I primi discorsi pubblici di Emmerson Mnangagwa, Presidente ad interim dello Zimbabwe (dal novembre scorso), sono tutti nel segno dell’autopromozione e dell’autodifesa.
L’ex braccio destro del deposto Mugabe vuole apparire liberale, aperto alle opposizioni e alla stampa, conciliante, nonostante i feroci attacchi.
«Per come mi avete massacrato sui giornali – ha scritto il News Day riportando un discorso di Mnangagwa ai giornalisti – è inconcepibile che io sieda qui con voi ora. Ma non vivo nel passato: dunque lasciamo che i tempi andati siano andati davvero e lavoriamo assieme per una nazione migliore!».
Mnangagwa in realtà fa la sua campagna elettorale: la stampa non lo ama sia per la modalità con la quale è salito al potere che per la sua agenda. Ma lui tende la mano ai nemici.
«Non avrò mai una agenda politica vendicativa», assicura. La data delle elezioni non è ancora stata decisa: si pensava al luglio o agosto prossimo, ma non c’è certezza.
La Chiesa cattolica in Zimbabwe e i missionari nello specifico, non sembrano per nulla contenti di questa transizione che appare piuttosto come un protrarsi dello status quo.
«Come in passato, il partito al potere, lo Zanu-Pf, è controllato dai servizi segreti e dalle forze armate – ha detto un missionario all’agenzia Fides – Che poi sono le forze che hanno sostenuto Mnangagwa nella sua lotta intestina per evitare che salisse al potere Grace, la moglie di Mugabe. Nulla quindi è cambiato».
Di recente i giornali hanno riferito le parole del portavoce di Mugabe: l’allora presidente rischiava di far la fine di Gheddafi in Libia.
«L’esercito ci mise in guardia: c’era il rischio di linciaggio per Mugabe e di uno “scenario modello libico” per Mugabe», ha raccontato l’ex portavoce. E’ stato forse allora che la first lady ha iniziato a darsi da fare per emergere.
La storia dell’inaspettata ascesa dell’ex pupillo di Mugabe sembrerebbe in effetti una lotta di potere tra lui e l’ambiziosa Grace Mugabe, moglie del 93enne ex presidente.
Lei era si proclamava candidata al “trono” del marito e in un’intervista avrebbe svelato: «dicono che voglio diventare presidente. Perché no? Non sono forse una cittadina dello Zimbabwe?”.
Tanto che avrebbe tramato per defenestrare diversi rivali, tra cui lo stesso Mnangagwa, licenziato con un comunicato ufficiale il 6 novembre scorso, accusato di “atteggiamenti sleali”.

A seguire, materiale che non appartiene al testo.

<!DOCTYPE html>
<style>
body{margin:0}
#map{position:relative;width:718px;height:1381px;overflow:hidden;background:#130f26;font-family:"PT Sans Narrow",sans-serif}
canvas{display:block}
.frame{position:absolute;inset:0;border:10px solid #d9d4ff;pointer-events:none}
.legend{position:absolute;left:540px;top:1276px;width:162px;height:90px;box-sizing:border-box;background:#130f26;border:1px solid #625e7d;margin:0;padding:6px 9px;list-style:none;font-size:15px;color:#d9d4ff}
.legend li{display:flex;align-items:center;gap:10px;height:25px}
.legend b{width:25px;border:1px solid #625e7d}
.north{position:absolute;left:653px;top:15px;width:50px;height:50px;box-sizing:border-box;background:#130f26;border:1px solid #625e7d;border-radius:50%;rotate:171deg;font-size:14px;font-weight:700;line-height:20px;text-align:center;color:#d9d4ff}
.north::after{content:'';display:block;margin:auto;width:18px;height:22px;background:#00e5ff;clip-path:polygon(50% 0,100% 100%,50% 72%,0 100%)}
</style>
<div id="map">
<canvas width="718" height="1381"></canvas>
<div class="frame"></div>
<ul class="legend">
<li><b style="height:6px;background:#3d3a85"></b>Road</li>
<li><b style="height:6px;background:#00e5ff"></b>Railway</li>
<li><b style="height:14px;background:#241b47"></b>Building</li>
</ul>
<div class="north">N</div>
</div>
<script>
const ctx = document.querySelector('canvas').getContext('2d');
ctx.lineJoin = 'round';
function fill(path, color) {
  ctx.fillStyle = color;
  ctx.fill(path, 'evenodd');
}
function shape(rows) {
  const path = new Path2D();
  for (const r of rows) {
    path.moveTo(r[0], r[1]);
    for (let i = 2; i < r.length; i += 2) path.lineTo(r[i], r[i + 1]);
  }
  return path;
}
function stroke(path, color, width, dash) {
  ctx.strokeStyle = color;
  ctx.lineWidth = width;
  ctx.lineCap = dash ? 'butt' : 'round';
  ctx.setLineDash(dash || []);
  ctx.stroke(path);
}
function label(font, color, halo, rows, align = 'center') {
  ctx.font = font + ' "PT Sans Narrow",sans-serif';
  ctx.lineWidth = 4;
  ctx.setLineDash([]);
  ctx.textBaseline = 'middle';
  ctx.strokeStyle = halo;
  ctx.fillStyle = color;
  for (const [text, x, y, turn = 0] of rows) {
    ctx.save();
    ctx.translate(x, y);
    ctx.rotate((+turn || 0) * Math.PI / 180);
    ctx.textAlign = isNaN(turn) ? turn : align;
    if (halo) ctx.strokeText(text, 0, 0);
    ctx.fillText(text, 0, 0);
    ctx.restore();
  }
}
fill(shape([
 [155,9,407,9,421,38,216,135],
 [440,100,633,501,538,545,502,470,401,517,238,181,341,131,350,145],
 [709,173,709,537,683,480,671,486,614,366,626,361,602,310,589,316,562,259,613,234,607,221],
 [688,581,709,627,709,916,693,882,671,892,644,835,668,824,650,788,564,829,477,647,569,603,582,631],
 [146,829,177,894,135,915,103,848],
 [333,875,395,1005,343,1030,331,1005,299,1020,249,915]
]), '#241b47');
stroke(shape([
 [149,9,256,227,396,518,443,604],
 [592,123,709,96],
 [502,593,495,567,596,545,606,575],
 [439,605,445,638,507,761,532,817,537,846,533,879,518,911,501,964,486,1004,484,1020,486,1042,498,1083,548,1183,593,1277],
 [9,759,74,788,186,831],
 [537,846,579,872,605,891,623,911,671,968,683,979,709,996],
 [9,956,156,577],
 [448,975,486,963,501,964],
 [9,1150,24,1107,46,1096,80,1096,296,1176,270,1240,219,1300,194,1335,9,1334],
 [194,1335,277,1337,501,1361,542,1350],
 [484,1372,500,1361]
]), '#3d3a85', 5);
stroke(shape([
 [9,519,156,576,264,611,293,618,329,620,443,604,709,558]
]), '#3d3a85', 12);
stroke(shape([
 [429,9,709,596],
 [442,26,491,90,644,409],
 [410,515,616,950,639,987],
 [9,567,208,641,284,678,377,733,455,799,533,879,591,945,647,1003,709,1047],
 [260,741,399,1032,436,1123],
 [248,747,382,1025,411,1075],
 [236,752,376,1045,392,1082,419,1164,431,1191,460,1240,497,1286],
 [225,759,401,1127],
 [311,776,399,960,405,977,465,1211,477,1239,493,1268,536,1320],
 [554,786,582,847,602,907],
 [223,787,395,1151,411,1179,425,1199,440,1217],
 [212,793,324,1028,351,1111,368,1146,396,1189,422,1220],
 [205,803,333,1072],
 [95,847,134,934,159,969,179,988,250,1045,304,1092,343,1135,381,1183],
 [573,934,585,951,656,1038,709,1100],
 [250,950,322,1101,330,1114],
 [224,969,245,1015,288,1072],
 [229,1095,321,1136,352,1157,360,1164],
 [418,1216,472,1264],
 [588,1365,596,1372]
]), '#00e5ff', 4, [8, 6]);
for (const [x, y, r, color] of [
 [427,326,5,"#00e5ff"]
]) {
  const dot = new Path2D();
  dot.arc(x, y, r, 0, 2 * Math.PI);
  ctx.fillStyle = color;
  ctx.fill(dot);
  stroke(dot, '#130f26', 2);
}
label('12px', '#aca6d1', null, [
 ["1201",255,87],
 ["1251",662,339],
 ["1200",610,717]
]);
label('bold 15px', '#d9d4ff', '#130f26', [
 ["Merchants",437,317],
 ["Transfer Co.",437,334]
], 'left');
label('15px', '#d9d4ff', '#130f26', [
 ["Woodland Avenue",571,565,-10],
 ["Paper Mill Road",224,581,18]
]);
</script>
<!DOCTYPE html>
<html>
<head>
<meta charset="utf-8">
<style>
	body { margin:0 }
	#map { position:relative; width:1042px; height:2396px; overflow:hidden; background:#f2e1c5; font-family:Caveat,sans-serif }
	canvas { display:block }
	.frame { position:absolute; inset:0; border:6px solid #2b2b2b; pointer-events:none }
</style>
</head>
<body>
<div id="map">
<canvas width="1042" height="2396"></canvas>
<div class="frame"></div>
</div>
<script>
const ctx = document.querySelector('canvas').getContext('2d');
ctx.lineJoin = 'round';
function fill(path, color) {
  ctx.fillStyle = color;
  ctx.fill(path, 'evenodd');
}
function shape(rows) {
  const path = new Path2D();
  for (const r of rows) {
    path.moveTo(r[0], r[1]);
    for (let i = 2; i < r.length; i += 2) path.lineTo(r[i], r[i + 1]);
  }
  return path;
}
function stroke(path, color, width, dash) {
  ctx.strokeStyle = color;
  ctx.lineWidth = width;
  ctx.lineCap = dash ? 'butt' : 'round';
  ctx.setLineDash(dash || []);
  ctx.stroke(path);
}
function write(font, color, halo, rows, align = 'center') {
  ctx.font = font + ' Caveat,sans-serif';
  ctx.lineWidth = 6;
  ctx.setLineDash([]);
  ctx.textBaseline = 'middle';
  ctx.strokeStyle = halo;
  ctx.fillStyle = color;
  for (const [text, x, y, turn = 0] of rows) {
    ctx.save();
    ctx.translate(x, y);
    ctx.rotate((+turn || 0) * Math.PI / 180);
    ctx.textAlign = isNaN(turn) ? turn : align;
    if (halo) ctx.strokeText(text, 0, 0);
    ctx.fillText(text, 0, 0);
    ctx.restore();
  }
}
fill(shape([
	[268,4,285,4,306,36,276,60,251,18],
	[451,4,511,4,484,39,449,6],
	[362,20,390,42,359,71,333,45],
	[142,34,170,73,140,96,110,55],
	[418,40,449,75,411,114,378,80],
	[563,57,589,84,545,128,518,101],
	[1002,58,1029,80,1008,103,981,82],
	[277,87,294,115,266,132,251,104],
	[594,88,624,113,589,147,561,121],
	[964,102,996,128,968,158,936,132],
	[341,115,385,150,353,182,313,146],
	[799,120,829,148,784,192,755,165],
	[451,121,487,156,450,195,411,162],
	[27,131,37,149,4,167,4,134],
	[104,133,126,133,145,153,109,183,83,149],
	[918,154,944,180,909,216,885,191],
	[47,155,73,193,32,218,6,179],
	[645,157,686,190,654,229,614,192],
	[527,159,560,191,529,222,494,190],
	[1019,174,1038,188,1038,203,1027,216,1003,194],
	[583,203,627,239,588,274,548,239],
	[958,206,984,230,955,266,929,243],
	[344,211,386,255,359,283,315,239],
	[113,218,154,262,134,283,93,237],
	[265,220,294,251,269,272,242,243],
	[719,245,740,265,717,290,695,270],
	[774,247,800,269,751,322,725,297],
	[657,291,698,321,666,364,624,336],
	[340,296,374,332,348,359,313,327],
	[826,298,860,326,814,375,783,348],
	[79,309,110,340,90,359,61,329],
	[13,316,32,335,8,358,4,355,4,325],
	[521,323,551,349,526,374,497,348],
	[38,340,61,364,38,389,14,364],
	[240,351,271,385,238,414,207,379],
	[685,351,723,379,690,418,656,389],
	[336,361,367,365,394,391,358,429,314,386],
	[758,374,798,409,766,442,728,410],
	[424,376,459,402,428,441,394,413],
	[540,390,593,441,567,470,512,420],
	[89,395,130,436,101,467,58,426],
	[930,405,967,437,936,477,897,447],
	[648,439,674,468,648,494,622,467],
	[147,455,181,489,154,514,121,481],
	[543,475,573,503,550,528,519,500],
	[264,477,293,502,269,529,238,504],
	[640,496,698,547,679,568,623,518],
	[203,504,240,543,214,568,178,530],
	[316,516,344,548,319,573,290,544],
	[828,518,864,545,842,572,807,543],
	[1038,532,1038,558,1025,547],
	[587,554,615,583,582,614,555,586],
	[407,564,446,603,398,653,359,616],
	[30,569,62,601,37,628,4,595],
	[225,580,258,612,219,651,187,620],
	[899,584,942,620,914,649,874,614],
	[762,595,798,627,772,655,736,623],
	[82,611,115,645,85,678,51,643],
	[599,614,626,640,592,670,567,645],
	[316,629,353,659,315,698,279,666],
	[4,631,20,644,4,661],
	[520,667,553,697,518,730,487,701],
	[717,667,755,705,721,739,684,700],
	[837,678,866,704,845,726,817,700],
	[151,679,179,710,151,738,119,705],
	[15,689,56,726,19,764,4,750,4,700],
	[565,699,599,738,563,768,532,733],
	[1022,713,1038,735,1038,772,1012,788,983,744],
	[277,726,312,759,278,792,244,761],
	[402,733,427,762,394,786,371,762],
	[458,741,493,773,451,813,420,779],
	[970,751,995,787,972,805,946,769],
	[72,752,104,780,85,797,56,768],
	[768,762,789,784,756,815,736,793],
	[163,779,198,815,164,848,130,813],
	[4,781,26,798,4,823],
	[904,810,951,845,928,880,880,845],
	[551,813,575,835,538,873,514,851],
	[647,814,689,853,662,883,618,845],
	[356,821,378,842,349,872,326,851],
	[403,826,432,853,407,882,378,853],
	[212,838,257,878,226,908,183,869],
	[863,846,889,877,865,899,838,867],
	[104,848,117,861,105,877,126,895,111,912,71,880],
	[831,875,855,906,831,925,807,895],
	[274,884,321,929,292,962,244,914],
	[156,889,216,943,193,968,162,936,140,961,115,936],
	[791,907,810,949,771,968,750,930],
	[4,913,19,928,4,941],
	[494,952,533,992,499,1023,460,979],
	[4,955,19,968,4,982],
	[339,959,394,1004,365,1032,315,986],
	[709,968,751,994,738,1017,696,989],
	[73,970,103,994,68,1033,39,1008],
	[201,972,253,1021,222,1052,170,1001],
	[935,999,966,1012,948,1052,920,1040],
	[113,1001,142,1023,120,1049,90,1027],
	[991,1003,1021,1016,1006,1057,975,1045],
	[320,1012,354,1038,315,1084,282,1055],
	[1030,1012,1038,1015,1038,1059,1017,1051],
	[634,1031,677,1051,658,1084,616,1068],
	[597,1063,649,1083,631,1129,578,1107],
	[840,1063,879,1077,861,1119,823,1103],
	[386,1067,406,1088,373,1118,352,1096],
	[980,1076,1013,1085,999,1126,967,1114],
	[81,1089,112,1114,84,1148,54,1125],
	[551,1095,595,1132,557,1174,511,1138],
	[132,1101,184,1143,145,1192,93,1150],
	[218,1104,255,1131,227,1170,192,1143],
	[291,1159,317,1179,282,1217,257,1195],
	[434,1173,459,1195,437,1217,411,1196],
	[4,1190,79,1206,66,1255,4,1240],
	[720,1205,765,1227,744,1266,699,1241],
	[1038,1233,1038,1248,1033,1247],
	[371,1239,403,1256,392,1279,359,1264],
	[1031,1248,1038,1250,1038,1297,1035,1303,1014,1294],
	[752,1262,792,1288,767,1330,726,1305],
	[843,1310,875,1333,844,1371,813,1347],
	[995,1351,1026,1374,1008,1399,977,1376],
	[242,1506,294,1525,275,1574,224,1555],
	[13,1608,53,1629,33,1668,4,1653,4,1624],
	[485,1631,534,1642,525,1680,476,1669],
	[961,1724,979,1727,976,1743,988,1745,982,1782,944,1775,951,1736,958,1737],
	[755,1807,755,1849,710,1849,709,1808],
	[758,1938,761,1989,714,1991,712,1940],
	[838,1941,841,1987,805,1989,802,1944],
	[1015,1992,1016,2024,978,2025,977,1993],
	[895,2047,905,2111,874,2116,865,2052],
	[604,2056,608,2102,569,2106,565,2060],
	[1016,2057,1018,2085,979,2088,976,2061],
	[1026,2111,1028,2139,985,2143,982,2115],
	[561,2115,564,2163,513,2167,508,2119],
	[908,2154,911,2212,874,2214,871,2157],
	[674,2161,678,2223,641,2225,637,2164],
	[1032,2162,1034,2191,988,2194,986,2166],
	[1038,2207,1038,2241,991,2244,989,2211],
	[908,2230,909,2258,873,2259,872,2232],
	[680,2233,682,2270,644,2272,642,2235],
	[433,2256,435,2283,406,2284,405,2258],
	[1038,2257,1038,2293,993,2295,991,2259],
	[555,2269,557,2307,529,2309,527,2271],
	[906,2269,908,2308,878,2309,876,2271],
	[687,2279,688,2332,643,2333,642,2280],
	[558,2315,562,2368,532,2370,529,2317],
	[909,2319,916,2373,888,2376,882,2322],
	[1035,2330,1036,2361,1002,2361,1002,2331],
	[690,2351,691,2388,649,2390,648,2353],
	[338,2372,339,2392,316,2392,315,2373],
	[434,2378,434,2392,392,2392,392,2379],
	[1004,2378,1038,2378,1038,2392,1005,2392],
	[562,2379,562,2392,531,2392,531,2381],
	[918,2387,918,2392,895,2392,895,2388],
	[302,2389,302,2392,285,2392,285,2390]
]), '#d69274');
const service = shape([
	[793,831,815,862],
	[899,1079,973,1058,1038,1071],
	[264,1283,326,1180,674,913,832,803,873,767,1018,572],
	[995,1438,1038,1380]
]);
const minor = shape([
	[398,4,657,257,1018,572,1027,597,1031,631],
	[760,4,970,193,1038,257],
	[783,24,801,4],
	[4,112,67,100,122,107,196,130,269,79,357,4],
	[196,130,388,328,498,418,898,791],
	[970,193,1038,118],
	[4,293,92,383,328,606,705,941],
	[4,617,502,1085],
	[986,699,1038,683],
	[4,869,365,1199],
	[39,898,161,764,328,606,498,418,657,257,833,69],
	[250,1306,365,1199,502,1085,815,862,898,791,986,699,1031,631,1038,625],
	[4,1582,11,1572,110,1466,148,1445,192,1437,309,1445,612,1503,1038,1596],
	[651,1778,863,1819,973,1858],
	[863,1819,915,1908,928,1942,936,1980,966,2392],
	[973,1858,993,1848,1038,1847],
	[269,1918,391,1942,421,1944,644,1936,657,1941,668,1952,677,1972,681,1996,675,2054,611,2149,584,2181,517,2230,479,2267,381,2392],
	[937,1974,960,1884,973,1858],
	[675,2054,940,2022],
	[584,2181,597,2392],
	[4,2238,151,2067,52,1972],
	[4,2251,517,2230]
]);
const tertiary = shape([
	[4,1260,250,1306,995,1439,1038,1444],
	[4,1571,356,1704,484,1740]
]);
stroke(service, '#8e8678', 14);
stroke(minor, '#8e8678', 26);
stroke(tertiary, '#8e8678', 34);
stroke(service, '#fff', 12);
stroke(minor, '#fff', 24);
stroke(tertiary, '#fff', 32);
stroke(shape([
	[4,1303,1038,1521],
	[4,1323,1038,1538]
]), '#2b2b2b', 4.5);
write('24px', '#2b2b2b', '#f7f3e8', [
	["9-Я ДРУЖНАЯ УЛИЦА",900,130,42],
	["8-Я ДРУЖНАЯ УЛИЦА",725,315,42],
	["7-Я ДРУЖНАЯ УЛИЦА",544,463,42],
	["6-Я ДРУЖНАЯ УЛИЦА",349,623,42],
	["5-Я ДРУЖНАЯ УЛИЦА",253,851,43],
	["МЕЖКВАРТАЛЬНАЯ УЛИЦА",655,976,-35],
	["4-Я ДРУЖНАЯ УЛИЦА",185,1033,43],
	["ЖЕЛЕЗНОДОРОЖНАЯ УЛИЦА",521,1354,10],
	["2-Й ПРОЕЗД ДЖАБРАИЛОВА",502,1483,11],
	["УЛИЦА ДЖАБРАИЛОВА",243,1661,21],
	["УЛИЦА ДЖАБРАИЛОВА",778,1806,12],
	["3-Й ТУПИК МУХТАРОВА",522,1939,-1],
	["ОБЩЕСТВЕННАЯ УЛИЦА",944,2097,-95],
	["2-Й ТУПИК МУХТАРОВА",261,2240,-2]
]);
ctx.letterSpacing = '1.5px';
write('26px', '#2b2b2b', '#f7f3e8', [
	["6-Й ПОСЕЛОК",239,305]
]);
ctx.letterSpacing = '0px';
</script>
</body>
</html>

Riparato momentaneamente all’estero Emmerson è ritornato in patria dopo un colpo di Stato smart da parte dell’esercito.
E da allora occupa una poltrona che si è preso con la forza.
Nel corso di un incontro pubblico, pochi giorni fa, Mnangagwa ha detto che «come leader di una nazione non devi portare il Paese dove vuole andare ma dove ha bisogno di andare.
Se vuoi rimanere al potere farai ciò che la gente vuole, anche se non è la cosa migliore per il Paese. Ma se vuoi lasciare un’eredità, allora dovrai prendere decisioni difficili che cambieranno le vite delle persone».
Mnangagwa parla pubblicamente di unità, amore e perdono. Enfatizza l’importanza del dialogo e della cittadinanza attiva.
Dice che il suo governo è stato sempre pronto a lavorare con i partiti d’opposizione, con i media indipendenti e con la diaspora, con gli investitori esteri.
«Sono stato leader della Camera (l’Assemblea nazionale) per un lungo periodo e ho incoraggiato l’opposizione ad esprimersi in modo che imparassimo dai nostri errori. Sarebbe un triste giorno per la democrazia se ognuno cantasse la propria canzone».
Ma in questo Zimbabwe in fibrillazione, in attesa del voto, resta aperta anche un’altra incognita: quella cinese.
Superpotenza economica e maggior investitore dello Zimbabwe, la Cina pur non intervenendo direttamente nelle scelte politiche del Paese, le orienta a suo modo.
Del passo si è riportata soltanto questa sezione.